Your task – Copy out the lines below that hold the word "Cabe".

Records excerpted from a collection
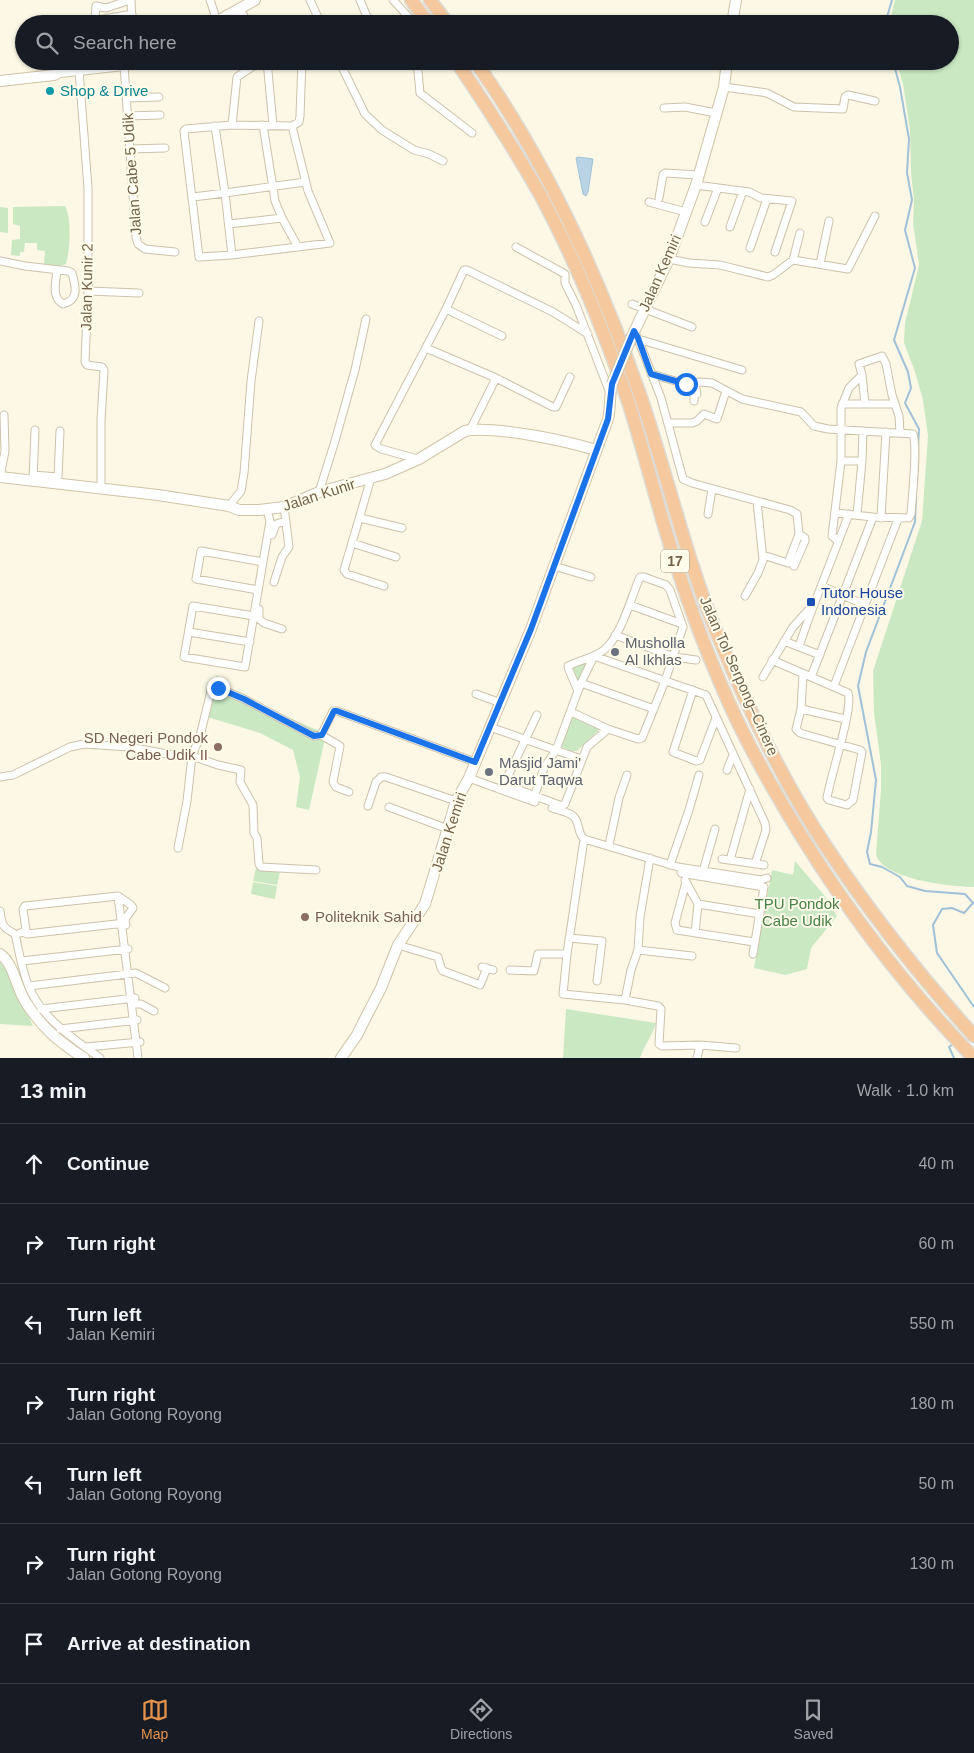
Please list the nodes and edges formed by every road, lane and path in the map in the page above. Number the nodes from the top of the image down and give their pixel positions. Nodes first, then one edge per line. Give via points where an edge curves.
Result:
1 (130, 0) edge
2 (210, 0) edge
3 (255, 0) edge
4 (310, 0) edge
5 (360, 0) edge
6 (393, 0) edge
7 (410, 0) edge
8 (430, 0) edge
9 (736, 0) edge
10 (236, 10) junction
11 (132, 14) joint
12 (95, 15) edge
13 (126, 15) edge
14 (213, 15) edge
15 (227, 15) edge
16 (238, 15) edge
17 (240, 15) edge
18 (317, 15) edge
19 (366, 15) edge
20 (406, 15) edge
21 (422, 15) edge
22 (441, 15) edge
23 (734, 15) edge
24 (80, 70) joint
25 (124, 70) edge
26 (248, 70) edge
27 (268, 70) edge
28 (302, 70) edge
29 (344, 70) edge
30 (418, 70) edge
31 (462, 70) edge
32 (481, 70) edge
33 (726, 70) edge
34 (60, 72) junction
35 (0, 76) edge
36 (0, 81) edge
37 (724, 87) junction
38 (159, 97) dead end
39 (127, 98) junction
40 (875, 101) dead end
41 (664, 108) dead end
42 (716, 113) junction
43 (128, 116) junction
44 (160, 116) dead end
45 (273, 124) junction
46 (232, 125) junction
47 (263, 125) junction
48 (215, 126) junction
49 (292, 126) junction
50 (472, 134) dead end
51 (165, 148) dead end
52 (130, 150) junction
53 (443, 161) dead end
54 (697, 180) junction
55 (305, 182) junction
56 (272, 187) junction
57 (718, 188) junction
58 (743, 191) junction
59 (225, 193) junction
60 (193, 197) junction
61 (659, 198) dead end
62 (767, 199) junction
63 (649, 202) dead end
64 (686, 212) junction
65 (874, 216) dead end
66 (282, 218) junction
67 (829, 221) dead end
68 (705, 222) dead end
69 (229, 224) junction
70 (730, 227) dead end
71 (800, 233) dead end
72 (298, 246) junction
73 (516, 247) dead end
74 (750, 248) dead end
75 (175, 252) dead end
76 (775, 252) dead end
77 (232, 255) junction
78 (669, 259) junction
79 (793, 260) junction
80 (0, 261) edge
81 (820, 264) junction
82 (56, 270) junction
83 (88, 290) junction
84 (139, 293) dead end
85 (632, 304) dead end
86 (446, 309) junction
87 (644, 309) junction
88 (366, 319) dead end
89 (259, 321) dead end
90 (692, 327) dead end
91 (588, 334) junction
92 (635, 335) junction
93 (502, 336) dead end
94 (426, 348) junction
95 (709, 356) dead end
96 (742, 370) dead end
97 (651, 374) junction
98 (862, 375) junction
99 (570, 377) dead end
100 (496, 378) junction
101 (695, 383) junction
102 (611, 389) junction
103 (726, 391) junction
104 (694, 401) dead end
105 (842, 404) junction
106 (865, 404) junction
107 (894, 404) junction
108 (4, 415) dead end
109 (668, 423) junction
110 (35, 430) dead end
111 (470, 430) junction
112 (842, 430) junction
113 (863, 430) junction
114 (60, 431) dead end
115 (886, 432) junction
116 (900, 433) junction
117 (596, 450) junction
118 (419, 459) junction
119 (841, 461) junction
120 (862, 461) junction
121 (0, 477) edge
122 (33, 478) junction
123 (371, 478) junction
124 (101, 489) junction
125 (712, 489) junction
126 (319, 492) junction
127 (757, 501) junction
128 (228, 506) junction
129 (284, 507) junction
130 (267, 510) junction
131 (836, 512) junction
132 (708, 514) dead end
133 (849, 514) junction
134 (857, 515) junction
135 (873, 517) junction
136 (360, 518) junction
137 (881, 518) junction
138 (898, 519) junction
139 (286, 521) junction
140 (402, 528) dead end
141 (799, 534) junction
142 (838, 541) junction
143 (352, 543) junction
144 (763, 555) junction
145 (396, 557) dead end
146 (263, 562) junction
147 (554, 566) junction
148 (794, 566) dead end
149 (591, 577) dead end
150 (274, 582) dead end
151 (384, 586) dead end
152 (822, 586) junction
153 (258, 590) junction
154 (745, 596) dead end
155 (843, 596) junction
156 (814, 604) junction
157 (630, 605) junction
158 (865, 605) junction
159 (254, 616) junction
160 (682, 624) junction
161 (282, 628) dead end
162 (189, 632) junction
163 (615, 634) junction
164 (784, 641) junction
165 (250, 642) junction
166 (799, 646) junction
167 (820, 655) junction
168 (594, 656) junction
169 (674, 657) junction
170 (696, 660) dead end
171 (772, 660) junction
172 (803, 674) junction
173 (763, 677) dead end
174 (811, 677) junction
175 (665, 681) junction
176 (581, 683) junction
177 (834, 686) junction
178 (693, 690) junction
179 (578, 692) junction
180 (476, 694) dead end
181 (500, 703) junction
182 (654, 709) junction
183 (800, 709) junction
184 (571, 712) junction
185 (537, 715) dead end
186 (716, 718) junction
187 (845, 719) junction
188 (490, 727) junction
189 (608, 729) junction
190 (322, 735) junction
191 (524, 739) junction
192 (840, 744) junction
193 (556, 750) junction
194 (733, 755) junction
195 (192, 756) junction
196 (581, 758) junction
197 (475, 762) junction
198 (727, 770) dead end
199 (626, 775) dead end
200 (699, 775) dead end
201 (0, 776) edge
202 (469, 778) junction
203 (750, 789) junction
204 (349, 792) dead end
205 (534, 797) junction
206 (456, 801) junction
207 (368, 806) dead end
208 (389, 807) dead end
209 (448, 829) junction
210 (714, 829) dead end
211 (584, 839) junction
212 (609, 845) junction
213 (178, 848) dead end
214 (650, 858) junction
215 (755, 864) junction
216 (764, 865) dead end
217 (677, 868) junction
218 (316, 870) dead end
219 (703, 871) junction
220 (767, 878) dead end
221 (686, 882) junction
222 (118, 896) junction
223 (698, 904) junction
224 (0, 911) edge
225 (760, 914) junction
226 (123, 921) junction
227 (25, 931) junction
228 (695, 933) junction
229 (15, 934) junction
230 (569, 938) junction
231 (754, 942) junction
232 (398, 945) junction
233 (127, 949) junction
234 (638, 950) junction
235 (0, 954) edge
236 (567, 954) junction
237 (753, 954) dead end
238 (692, 956) dead end
239 (0, 958) edge
240 (22, 961) junction
241 (487, 968) dead end
242 (510, 970) dead end
243 (130, 974) junction
244 (597, 982) dead end
245 (29, 986) junction
246 (165, 988) dead end
247 (134, 1000) junction
248 (624, 1000) junction
249 (41, 1009) junction
250 (154, 1011) dead end
251 (135, 1020) junction
252 (60, 1029) junction
253 (970, 1032) edge
254 (138, 1042) junction
255 (700, 1045) junction
256 (736, 1048) dead end
257 (85, 1053) edge
258 (76, 1058) edge
259 (100, 1058) edge
260 (139, 1058) edge
261 (341, 1058) edge
262 (697, 1058) edge
263 (974, 1058) edge

1 - 11 street
1 - 12 street via 106,8 96,6
2 - 14 street
3 - 10 street
4 - 18 street
5 - 19 street
6 - 20 street
7 - 21 highway
8 - 22 highway
9 - 23 street
10 - 15 street
10 - 16 street
10 - 17 street
11 - 13 street
24 - 34 street
24 - 83 street, Jalan Kunir 2 via 88,188
25 - 39 street, Jalan Cabe 5 Udik
26 - 46 street via 237,77
27 - 45 street
28 - 49 street via 299,122
29 - 53 street via 365,114 382,130 414,150
30 - 50 street via 420,93
31 - 263 highway, Jalan Tol Serpong–Cinere / 17 via 542,198 591,304 627,400 677,569 730,706 812,855 913,992
32 - 253 highway, Jalan Tol Serpong–Cinere / 17 via 528,143 598,284 641,397 692,567 747,702 783,775 826,847 864,901
33 - 37 street, Jalan Kemiri
34 - 35 street via 51,70
34 - 36 street
37 - 40 street via 767,93 798,108 843,109 848,95
37 - 42 street, Jalan Kemiri
38 - 39 street
39 - 43 street, Jalan Cabe 5 Udik
41 - 42 street via 685,107
42 - 54 street, Jalan Kemiri
43 - 44 street
43 - 52 street, Jalan Cabe 5 Udik
45 - 47 street
45 - 49 street
46 - 47 street
46 - 48 street
47 - 56 street
48 - 59 street
48 - 60 street via 184,131
49 - 55 street
51 - 52 street
52 - 75 street, Jalan Cabe 5 Udik via 138,244 145,249
54 - 57 street
54 - 61 street via 665,173
54 - 64 street, Jalan Kemiri
55 - 56 street
55 - 72 street via 330,242
56 - 59 street
56 - 66 street
57 - 58 street
57 - 68 street
58 - 62 street
58 - 70 street
59 - 60 street
59 - 69 street
60 - 77 street via 199,257
62 - 74 street
62 - 76 street via 792,201
63 - 64 street
64 - 78 street, Jalan Kemiri
65 - 81 street via 849,268
66 - 69 street
66 - 72 street
67 - 81 street
69 - 77 street
71 - 79 street
72 - 77 street
73 - 91 street via 565,274 565,283
78 - 79 street via 720,265 768,277
78 - 87 street, Jalan Kemiri
79 - 81 street
80 - 82 street
82 - 82 street via 55,295 63,304 70,302 75,290 72,273
83 - 84 street
83 - 124 street, Jalan Kunir 2 via 85,362 104,370
85 - 87 street
86 - 91 street via 463,272 468,270
86 - 93 street
86 - 94 street
87 - 90 street
87 - 92 street, Jalan Kemiri
88 - 126 street via 355,370
89 - 128 street via 250,380 241,491
91 - 102 street
92 - 95 street
92 - 96 street
92 - 97 street
92 - 102 street, Jalan Kemiri, bridge
94 - 100 street
94 - 118 street via 375,445
97 - 101 street via 686,384
97 - 109 street
98 - 105 street via 852,384
98 - 106 street
98 - 107 street via 859,364 882,356
99 - 100 street via 554,407
100 - 111 street
101 - 103 street via 712,382
101 - 104 street
102 - 117 street, Jalan Kemiri via 608,419
103 - 109 street via 718,419 704,414 692,423
103 - 112 street via 746,401 801,412 814,426
105 - 106 street
105 - 112 street
106 - 107 street
107 - 116 street
108 - 121 street via 5,451
109 - 125 street via 683,479
110 - 122 street
111 - 117 street via 509,432
111 - 118 street, Jalan Kunir
112 - 113 street
112 - 119 street
113 - 115 street
113 - 120 street
114 - 122 street via 58,477
115 - 116 street
115 - 137 street
116 - 138 street via 914,436 914,463 911,514 909,518
117 - 147 street, Jalan Kemiri
118 - 123 street, Jalan Kunir
119 - 120 street
119 - 131 street
120 - 134 street
121 - 122 street, Jalan Kunir
122 - 124 street, Jalan Kunir
123 - 126 street, Jalan Kunir
123 - 136 street
124 - 128 street, Jalan Kunir
125 - 127 street
125 - 132 street
126 - 129 street, Jalan Kunir
127 - 141 street via 795,512
127 - 144 street
128 - 130 street, Jalan Kunir via 239,510
129 - 130 street, Jalan Kunir
129 - 139 street
130 - 146 street via 270,521
131 - 133 street
131 - 142 street via 832,536
133 - 134 street
133 - 142 street
134 - 135 street
135 - 137 street
135 - 155 street
136 - 140 street
136 - 143 street
137 - 138 street
138 - 158 street
139 - 150 street via 289,547
139 - 161 street via 274,527 258,617 264,623
141 - 144 street via 788,563
141 - 148 street via 805,541
142 - 152 street
143 - 145 street
143 - 151 street via 344,572
144 - 154 street via 762,566
146 - 153 street
146 - 153 street via 201,551 196,579
147 - 149 street
147 - 181 street, Jalan Kemiri
152 - 155 street
152 - 156 street
153 - 159 street
155 - 158 street
155 - 167 street
156 - 164 street
156 - 166 street
157 - 160 street
157 - 160 street via 639,578 650,579 670,590
157 - 163 street
158 - 177 street
159 - 162 street via 193,606
159 - 165 street
160 - 169 street
162 - 165 street
162 - 165 street via 184,657 236,666 245,667
163 - 168 street via 607,647
163 - 169 street
164 - 166 street
164 - 171 street
166 - 167 street
167 - 174 street
168 - 175 street
168 - 176 street
168 - 179 street via 568,666
169 - 170 street
169 - 175 street
171 - 172 street
171 - 173 street
172 - 174 street
172 - 183 street
174 - 177 street
175 - 178 street
175 - 182 street
176 - 179 street
176 - 182 street
177 - 187 street via 848,693 850,698
178 - 186 street via 706,695
178 - 186 street via 672,752 700,760
179 - 184 street
180 - 181 street
181 - 188 street, Jalan Kemiri
182 - 189 street via 642,738
183 - 187 street
183 - 192 street via 797,732
184 - 189 street
184 - 193 street
185 - 191 street
186 - 194 street
187 - 192 street
188 - 191 street
188 - 197 street, Jalan Kemiri
189 - 196 street via 591,742
190 - 195 street via 314,736 218,688 211,691
190 - 197 street via 334,711 337,711
190 - 204 street via 340,746 333,782 336,787
191 - 193 street
191 - 205 street via 506,785
192 - 192 street via 860,750 862,755 853,800 848,805 827,798
193 - 196 street
193 - 205 street via 544,768
194 - 198 street
194 - 203 street
195 - 201 street via 187,758 129,747 84,744 70,747 12,775
195 - 213 street
195 - 218 street via 241,770 240,782 252,802 261,867
196 - 205 street via 564,805
197 - 202 street, Jalan Kemiri
199 - 212 street
200 - 217 street
202 - 206 street, Jalan Kemiri
202 - 211 street via 572,815
203 - 215 street via 766,830
203 - 215 street via 726,859
206 - 207 street via 381,777 376,782
206 - 209 street, Jalan Kemiri
208 - 209 street
209 - 232 street, Jalan Kemiri via 425,904
210 - 219 street
211 - 212 street
211 - 230 street
212 - 214 street
214 - 217 street
214 - 234 street
215 - 216 street
217 - 219 street
217 - 221 street
217 - 225 street via 762,886
219 - 220 street via 761,880
221 - 223 street
221 - 228 street via 675,926 677,930
222 - 226 street
222 - 226 street via 133,908
222 - 227 street via 25,906
223 - 225 street
223 - 228 street
224 - 229 street via 5,929
225 - 231 street
226 - 227 street via 26,934
226 - 233 street
227 - 229 street
228 - 231 street
229 - 240 street
230 - 236 street
230 - 244 street via 602,940
231 - 237 street
232 - 241 street via 438,957 443,971 480,985
232 - 261 street, Jalan Kemiri via 369,1012
233 - 240 street
233 - 243 street
234 - 238 street
234 - 248 street
235 - 257 street via 9,964 24,999 38,1021
236 - 242 street via 540,953 534,971
236 - 248 street via 564,994
239 - 258 street via 33,1022
240 - 245 street
243 - 245 street
243 - 246 street via 139,974
243 - 247 street
245 - 249 street
247 - 249 street
247 - 250 street
247 - 251 street
248 - 255 street via 660,1007 660,1045
249 - 252 street
251 - 252 street
251 - 254 street
252 - 257 street
254 - 257 street
254 - 260 street
255 - 256 street
255 - 262 street
257 - 259 street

Solution to the exercise –
25 - 39 street, Jalan Cabe 5 Udik
39 - 43 street, Jalan Cabe 5 Udik
43 - 52 street, Jalan Cabe 5 Udik
52 - 75 street, Jalan Cabe 5 Udik via 138,244 145,249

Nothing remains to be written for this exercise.